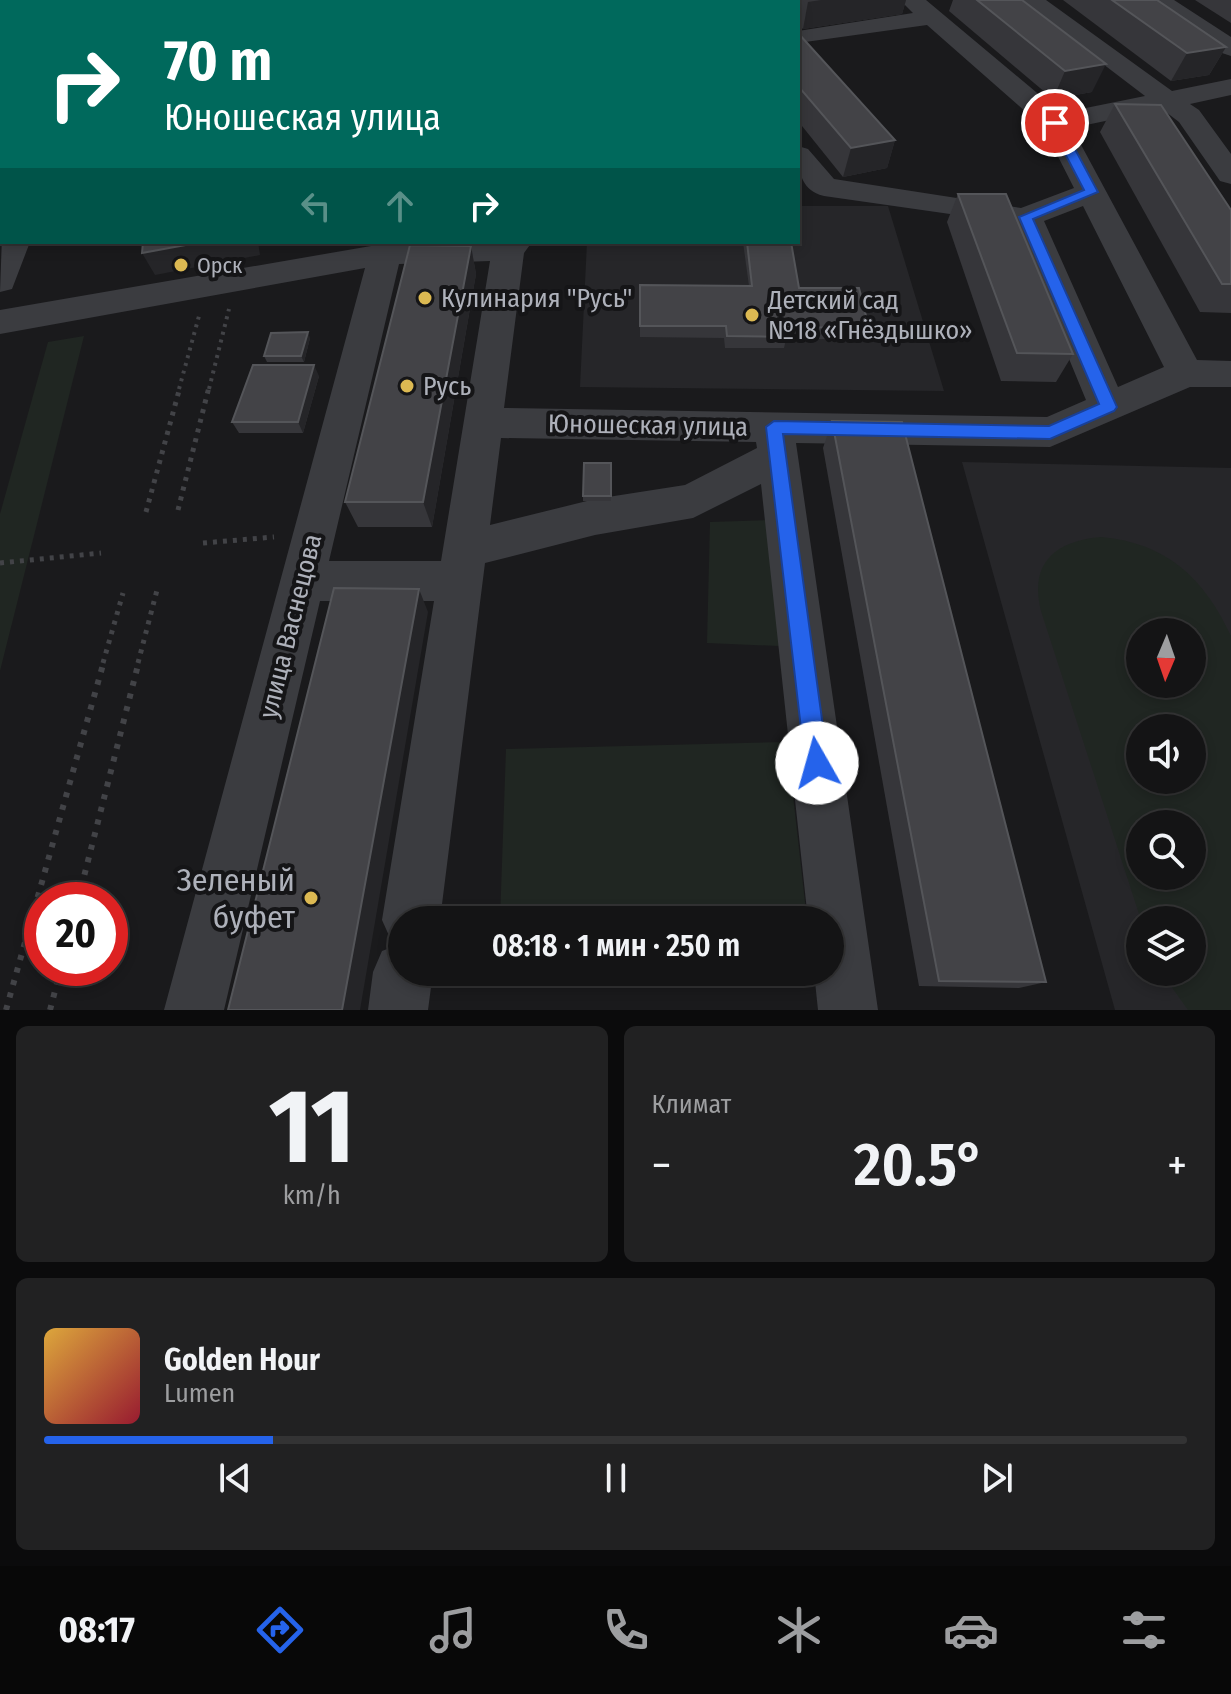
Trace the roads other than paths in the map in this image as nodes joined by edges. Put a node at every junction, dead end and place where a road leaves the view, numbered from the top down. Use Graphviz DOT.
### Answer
graph roads {
  1 [pos="1031,0"];
  2 [pos="1158,0"];
  3 [pos="922,9"];
  4 [pos="804,37"];
  5 [pos="1231,48"];
  6 [pos="1231,87"];
  7 [pos="1191,111"];
  8 [pos="1055,123"];
  9 [pos="800,160"];
  10 [pos="1231,175"];
  11 [pos="811,187"];
  12 [pos="1091,192"];
  13 [pos="1026,217"];
  14 [pos="13,244"];
  15 [pos="510,245"];
  16 [pos="387,248"];
  17 [pos="0,281"];
  18 [pos="0,322"];
  19 [pos="1186,373"];
  20 [pos="1231,374"];
  21 [pos="1108,407"];
  22 [pos="484,423"];
  23 [pos="776,441"];
  24 [pos="463,566"];
  25 [pos="300,581"];
  26 [pos="413,906"];
  27 [pos="401,986"];
  28 [pos="194,1010"];
  29 [pos="398,1010"];
  30 [pos="848,1010"];
  1 -- 7 [label="street"];
  2 -- 5 [label="street"];
  3 -- 4 [label="street"];
  3 -- 8 [label="street"];
  6 -- 7 [label="street"];
  7 -- 8 [label="street"];
  7 -- 10 [label="street"];
  8 -- 12 [label="street"];
  9 -- 11 [label="street"];
  11 -- 13 [label="street"];
  12 -- 13 [label="street"];
  12 -- 19 [label="street"];
  13 -- 21 [label="street"];
  14 -- 17 [label="street"];
  15 -- 16 [label="street"];
  15 -- 22 [label="street"];
  16 -- 18 [label="street"];
  16 -- 25 [label="street, улица Васнецова"];
  19 -- 20 [label="street, Юношеская улица"];
  19 -- 21 [label="street, Юношеская улица"];
  21 -- 23 [label="street, Юношеская улица"];
  22 -- 23 [label="street, Юношеская улица"];
  22 -- 24 [label="street"];
  23 -- 24 [label="street"];
  23 -- 30 [label="street"];
  24 -- 25 [label="street"];
  24 -- 26 [label="street"];
  25 -- 28 [label="street, улица Васнецова"];
  27 -- 29 [label="street"];
}
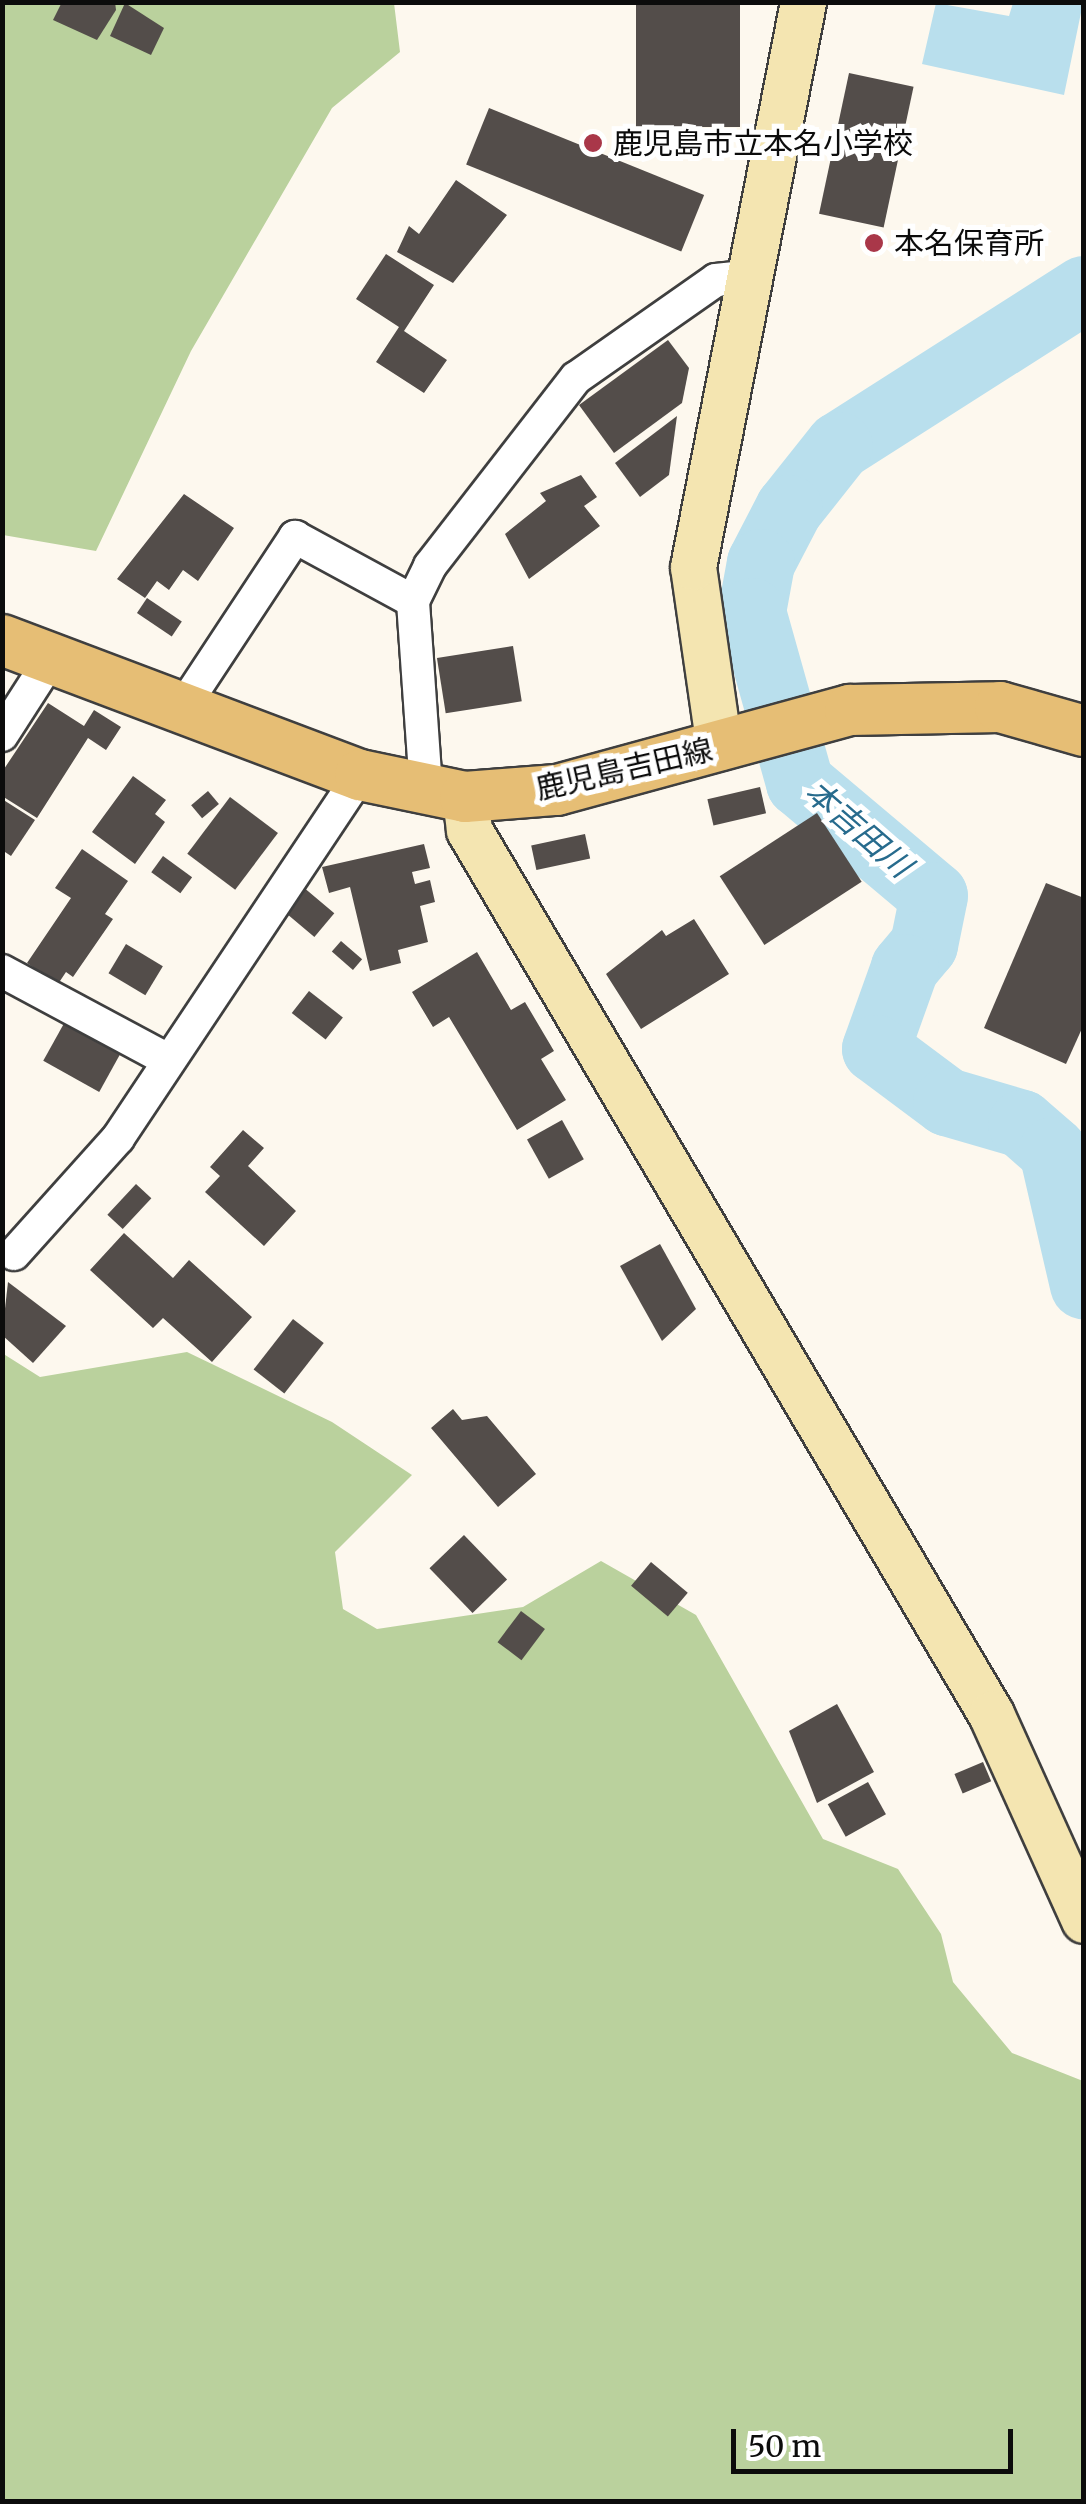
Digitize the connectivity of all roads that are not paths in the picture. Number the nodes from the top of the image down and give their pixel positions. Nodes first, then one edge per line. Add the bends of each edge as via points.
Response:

PROBLEM TO SOLVE
Would you copy every line of the entries in which "nodes" appears?

SOLUTION BELOW
Trace the roads other than paths in the map in this image as nodes joined by edges. Put a node at every junction, dead end and place where a road leaves the view, numbered from the top down. Use Graphviz DOT.
Digitize the connectivity of all roads that are not paths in the picture. Number the nodes from the top of the image down and give their pixel positions. Nodes first, then one edge per line. Add the bends of each edge as via points.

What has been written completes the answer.